Dataset entries ::

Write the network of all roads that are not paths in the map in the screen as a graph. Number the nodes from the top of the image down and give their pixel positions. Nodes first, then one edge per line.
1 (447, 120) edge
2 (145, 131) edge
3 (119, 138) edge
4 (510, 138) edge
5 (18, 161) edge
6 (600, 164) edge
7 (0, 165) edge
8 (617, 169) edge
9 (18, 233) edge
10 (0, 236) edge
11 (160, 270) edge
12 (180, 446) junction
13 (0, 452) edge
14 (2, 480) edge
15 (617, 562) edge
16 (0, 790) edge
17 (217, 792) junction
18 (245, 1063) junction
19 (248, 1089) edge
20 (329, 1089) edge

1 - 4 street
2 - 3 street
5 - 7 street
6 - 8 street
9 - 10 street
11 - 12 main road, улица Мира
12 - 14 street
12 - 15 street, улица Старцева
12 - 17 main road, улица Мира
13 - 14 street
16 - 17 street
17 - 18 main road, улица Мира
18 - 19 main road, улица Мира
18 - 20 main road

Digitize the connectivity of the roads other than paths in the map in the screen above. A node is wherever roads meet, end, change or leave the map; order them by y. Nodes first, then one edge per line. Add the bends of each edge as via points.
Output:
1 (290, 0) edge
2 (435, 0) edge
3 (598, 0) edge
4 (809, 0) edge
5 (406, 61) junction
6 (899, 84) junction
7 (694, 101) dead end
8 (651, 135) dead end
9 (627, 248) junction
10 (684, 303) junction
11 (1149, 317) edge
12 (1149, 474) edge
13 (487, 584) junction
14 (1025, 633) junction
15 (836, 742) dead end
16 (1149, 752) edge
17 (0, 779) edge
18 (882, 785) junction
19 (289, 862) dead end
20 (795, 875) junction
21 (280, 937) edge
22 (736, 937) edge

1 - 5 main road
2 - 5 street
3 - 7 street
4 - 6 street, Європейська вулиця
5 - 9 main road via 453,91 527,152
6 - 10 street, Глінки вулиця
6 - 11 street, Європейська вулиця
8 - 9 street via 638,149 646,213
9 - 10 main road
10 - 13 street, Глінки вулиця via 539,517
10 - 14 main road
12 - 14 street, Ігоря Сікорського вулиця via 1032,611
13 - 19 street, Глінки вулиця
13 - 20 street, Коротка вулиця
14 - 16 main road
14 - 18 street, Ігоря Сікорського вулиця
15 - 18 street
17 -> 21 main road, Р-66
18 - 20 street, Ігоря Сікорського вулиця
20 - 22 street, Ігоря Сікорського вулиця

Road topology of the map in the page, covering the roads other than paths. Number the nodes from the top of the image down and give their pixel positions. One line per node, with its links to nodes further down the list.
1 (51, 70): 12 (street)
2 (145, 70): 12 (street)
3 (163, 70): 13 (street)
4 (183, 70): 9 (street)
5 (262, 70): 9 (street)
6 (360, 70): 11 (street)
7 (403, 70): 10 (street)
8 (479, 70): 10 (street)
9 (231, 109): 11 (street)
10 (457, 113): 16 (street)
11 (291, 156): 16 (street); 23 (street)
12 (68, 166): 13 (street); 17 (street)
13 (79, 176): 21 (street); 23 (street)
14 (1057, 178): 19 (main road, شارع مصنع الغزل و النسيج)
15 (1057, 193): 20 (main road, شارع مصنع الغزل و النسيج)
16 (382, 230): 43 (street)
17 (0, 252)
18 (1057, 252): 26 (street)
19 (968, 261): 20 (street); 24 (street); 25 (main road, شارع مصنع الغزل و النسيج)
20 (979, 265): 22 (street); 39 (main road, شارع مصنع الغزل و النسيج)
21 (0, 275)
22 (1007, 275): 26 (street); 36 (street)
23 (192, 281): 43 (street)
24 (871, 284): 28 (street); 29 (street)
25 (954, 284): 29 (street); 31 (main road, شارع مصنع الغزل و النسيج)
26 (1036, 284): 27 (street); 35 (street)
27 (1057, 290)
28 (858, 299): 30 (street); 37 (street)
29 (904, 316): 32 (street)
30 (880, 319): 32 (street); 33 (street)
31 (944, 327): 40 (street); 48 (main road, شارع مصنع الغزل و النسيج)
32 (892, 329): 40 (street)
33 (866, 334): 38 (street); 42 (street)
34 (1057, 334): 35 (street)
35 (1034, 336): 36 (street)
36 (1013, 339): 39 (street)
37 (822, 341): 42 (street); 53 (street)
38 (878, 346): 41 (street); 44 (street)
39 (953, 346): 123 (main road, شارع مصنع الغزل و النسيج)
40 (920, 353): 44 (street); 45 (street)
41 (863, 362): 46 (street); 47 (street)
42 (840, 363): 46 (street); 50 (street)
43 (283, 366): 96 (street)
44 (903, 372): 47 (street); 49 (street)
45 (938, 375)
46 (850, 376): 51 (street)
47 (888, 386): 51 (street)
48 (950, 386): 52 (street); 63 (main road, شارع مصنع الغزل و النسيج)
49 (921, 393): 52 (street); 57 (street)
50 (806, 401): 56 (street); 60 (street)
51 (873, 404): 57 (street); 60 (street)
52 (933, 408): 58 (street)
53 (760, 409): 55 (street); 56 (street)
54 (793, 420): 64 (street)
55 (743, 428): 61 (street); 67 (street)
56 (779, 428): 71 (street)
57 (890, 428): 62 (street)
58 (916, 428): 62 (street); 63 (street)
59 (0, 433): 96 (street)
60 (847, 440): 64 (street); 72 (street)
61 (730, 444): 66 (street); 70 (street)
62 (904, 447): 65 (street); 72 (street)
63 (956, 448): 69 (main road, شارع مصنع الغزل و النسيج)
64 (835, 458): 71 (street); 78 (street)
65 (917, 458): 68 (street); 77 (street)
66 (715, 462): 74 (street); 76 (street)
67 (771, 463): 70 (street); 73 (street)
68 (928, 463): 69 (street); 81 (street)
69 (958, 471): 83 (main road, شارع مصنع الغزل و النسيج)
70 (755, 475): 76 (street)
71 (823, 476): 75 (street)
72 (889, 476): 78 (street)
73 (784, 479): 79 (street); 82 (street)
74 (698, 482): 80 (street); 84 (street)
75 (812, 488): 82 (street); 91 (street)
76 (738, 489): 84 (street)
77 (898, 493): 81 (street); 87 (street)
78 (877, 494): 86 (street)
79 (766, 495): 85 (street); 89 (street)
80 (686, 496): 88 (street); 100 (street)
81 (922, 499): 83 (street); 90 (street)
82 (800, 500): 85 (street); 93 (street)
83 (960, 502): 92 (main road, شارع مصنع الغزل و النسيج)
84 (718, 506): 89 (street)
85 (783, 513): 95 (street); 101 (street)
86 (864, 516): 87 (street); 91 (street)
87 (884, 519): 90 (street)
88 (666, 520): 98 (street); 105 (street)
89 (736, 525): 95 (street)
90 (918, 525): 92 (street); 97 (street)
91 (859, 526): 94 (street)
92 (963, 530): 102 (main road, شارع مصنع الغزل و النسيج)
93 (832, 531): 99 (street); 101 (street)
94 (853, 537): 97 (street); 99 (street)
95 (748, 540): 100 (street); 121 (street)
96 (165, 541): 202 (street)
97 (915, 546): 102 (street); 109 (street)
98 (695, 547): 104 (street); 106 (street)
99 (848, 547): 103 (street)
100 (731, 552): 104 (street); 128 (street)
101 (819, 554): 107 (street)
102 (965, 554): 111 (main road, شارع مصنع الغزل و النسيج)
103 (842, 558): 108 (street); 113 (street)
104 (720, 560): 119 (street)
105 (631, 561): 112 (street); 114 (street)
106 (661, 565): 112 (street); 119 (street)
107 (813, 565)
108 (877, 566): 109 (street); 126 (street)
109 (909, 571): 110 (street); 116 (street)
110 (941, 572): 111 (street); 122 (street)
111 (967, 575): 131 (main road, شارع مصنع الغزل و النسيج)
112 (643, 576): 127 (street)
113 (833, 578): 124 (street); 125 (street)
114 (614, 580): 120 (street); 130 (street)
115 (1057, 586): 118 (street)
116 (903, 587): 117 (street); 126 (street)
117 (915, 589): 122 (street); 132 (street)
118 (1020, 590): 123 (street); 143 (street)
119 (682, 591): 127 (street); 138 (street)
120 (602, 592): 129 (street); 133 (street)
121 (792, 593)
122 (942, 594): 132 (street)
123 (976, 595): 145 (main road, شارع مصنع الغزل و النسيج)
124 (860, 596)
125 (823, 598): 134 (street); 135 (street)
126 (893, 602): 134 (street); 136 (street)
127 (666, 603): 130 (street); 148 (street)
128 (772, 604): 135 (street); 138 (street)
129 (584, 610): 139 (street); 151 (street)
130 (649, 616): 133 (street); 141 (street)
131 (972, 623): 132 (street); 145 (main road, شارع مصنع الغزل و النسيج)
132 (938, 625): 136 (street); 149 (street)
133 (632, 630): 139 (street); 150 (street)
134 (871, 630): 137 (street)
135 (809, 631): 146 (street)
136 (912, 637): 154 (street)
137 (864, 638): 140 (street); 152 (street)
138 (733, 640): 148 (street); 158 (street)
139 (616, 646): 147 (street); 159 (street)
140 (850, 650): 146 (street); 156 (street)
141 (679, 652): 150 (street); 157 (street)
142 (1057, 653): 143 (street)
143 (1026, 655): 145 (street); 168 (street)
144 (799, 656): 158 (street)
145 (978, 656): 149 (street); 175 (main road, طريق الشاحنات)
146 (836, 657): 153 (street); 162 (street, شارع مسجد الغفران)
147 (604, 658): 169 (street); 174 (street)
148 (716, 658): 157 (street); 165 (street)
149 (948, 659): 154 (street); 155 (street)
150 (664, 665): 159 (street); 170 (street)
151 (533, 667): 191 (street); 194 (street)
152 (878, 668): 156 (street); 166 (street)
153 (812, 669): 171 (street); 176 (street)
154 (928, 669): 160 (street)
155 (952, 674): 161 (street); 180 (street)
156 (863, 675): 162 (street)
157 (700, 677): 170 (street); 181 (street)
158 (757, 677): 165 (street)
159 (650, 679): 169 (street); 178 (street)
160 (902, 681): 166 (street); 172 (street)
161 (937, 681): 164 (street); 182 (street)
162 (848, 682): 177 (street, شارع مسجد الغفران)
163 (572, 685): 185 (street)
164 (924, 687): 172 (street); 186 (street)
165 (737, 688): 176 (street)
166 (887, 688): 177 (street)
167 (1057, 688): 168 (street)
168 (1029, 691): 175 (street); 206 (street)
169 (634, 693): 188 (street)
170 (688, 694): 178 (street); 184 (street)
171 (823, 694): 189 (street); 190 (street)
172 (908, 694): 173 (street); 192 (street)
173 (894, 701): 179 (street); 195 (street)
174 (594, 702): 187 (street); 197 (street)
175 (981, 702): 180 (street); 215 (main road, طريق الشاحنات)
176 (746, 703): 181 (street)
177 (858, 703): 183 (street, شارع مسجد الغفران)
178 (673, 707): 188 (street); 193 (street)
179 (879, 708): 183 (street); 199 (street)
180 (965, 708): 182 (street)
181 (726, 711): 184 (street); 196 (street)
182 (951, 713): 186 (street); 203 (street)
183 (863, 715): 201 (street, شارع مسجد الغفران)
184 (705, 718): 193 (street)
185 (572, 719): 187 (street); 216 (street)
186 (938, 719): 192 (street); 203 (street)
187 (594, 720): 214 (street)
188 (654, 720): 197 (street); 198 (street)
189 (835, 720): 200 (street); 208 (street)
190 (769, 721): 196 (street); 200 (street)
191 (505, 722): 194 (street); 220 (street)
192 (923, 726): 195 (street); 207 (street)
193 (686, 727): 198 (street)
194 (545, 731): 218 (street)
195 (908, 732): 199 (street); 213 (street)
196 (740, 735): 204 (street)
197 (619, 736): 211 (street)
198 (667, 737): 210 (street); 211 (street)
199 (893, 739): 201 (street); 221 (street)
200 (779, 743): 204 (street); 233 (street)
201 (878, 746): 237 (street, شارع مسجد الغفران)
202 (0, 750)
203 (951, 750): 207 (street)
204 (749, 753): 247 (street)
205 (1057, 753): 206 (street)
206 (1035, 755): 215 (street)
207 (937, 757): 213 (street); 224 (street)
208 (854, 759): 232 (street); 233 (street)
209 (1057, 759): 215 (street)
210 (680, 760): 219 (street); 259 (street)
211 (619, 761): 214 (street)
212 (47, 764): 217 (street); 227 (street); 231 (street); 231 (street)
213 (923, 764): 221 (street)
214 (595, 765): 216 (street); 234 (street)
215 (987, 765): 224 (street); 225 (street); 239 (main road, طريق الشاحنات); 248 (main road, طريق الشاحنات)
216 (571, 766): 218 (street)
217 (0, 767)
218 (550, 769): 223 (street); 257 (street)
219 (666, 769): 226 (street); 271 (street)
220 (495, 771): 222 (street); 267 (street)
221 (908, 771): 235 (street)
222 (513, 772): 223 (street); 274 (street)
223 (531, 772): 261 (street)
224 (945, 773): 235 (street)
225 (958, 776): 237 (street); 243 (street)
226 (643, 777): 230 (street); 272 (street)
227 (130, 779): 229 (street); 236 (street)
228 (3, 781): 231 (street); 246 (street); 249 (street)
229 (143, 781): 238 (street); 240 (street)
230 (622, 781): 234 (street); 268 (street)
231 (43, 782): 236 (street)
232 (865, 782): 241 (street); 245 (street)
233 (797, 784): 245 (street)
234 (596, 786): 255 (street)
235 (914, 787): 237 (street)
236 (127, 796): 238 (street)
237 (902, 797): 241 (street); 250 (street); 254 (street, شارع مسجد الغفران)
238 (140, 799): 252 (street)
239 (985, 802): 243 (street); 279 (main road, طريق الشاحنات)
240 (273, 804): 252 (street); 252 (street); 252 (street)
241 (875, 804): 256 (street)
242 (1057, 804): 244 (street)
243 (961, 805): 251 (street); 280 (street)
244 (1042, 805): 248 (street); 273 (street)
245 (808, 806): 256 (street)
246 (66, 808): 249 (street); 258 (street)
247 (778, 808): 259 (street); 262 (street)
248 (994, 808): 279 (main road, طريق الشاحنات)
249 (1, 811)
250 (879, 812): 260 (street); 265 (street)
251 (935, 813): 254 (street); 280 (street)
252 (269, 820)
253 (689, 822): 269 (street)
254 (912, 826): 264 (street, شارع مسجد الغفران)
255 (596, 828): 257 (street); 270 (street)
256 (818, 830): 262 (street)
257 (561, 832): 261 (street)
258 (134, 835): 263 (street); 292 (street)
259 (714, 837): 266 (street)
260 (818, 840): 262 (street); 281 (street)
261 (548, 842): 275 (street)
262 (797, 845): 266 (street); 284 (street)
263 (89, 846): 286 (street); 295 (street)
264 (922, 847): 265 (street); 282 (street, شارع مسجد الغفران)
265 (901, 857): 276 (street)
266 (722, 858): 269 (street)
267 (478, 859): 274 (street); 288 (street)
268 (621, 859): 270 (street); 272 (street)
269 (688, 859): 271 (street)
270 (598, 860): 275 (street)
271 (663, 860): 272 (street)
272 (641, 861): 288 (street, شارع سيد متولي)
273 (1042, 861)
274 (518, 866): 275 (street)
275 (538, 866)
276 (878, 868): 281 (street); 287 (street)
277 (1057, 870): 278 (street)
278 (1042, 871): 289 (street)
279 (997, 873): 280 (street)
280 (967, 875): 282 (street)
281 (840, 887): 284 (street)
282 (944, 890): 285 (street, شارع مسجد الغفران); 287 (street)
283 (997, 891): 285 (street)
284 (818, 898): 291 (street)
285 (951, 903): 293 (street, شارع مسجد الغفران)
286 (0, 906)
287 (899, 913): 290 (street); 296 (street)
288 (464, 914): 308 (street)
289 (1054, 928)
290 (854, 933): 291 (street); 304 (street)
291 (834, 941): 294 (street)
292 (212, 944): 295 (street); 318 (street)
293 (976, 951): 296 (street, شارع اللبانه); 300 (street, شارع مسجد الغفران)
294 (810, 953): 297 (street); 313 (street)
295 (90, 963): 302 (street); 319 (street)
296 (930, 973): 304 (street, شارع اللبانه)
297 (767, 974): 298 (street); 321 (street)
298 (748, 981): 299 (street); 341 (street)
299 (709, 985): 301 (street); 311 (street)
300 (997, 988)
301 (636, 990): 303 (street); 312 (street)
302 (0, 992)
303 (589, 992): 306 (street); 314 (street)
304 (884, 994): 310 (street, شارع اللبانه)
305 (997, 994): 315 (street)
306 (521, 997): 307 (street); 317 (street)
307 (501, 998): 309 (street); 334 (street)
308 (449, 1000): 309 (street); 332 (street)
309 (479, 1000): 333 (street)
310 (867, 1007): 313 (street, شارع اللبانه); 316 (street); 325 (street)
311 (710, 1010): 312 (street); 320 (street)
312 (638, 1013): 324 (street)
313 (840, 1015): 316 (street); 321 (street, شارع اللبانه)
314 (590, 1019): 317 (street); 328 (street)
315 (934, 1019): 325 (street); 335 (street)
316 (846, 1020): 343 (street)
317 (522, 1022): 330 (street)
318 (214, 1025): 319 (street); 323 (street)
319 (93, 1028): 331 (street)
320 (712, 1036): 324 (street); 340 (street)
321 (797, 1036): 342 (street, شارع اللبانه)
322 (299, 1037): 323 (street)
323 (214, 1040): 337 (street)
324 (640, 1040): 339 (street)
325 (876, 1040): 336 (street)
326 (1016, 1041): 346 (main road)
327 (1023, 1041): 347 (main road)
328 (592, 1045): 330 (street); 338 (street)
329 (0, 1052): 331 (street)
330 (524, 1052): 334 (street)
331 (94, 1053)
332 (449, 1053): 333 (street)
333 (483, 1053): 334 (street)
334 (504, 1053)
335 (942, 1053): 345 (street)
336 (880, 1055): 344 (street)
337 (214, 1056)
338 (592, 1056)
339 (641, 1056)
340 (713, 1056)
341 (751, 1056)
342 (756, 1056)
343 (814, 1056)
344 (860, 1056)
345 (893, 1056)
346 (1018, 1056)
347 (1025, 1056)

PROBLEM :: Begin with the first line of the records and finish with the line containing "Digitize the connectivity". Reproduce those lines exactly, both ends included, and nothing else.

RESPONSE ::
Write the network of all roads that are not paths in the map in the screen as a graph. Number the nodes from the top of the image down and give their pixel positions. Nodes first, then one edge per line.
1 (447, 120) edge
2 (145, 131) edge
3 (119, 138) edge
4 (510, 138) edge
5 (18, 161) edge
6 (600, 164) edge
7 (0, 165) edge
8 (617, 169) edge
9 (18, 233) edge
10 (0, 236) edge
11 (160, 270) edge
12 (180, 446) junction
13 (0, 452) edge
14 (2, 480) edge
15 (617, 562) edge
16 (0, 790) edge
17 (217, 792) junction
18 (245, 1063) junction
19 (248, 1089) edge
20 (329, 1089) edge

1 - 4 street
2 - 3 street
5 - 7 street
6 - 8 street
9 - 10 street
11 - 12 main road, улица Мира
12 - 14 street
12 - 15 street, улица Старцева
12 - 17 main road, улица Мира
13 - 14 street
16 - 17 street
17 - 18 main road, улица Мира
18 - 19 main road, улица Мира
18 - 20 main road

Digitize the connectivity of the roads other than paths in the map in the screen above. A node is wherever roads meet, end, change or leave the map; order them by y. Nodes first, then one edge per line. Add the bends of each edge as via points.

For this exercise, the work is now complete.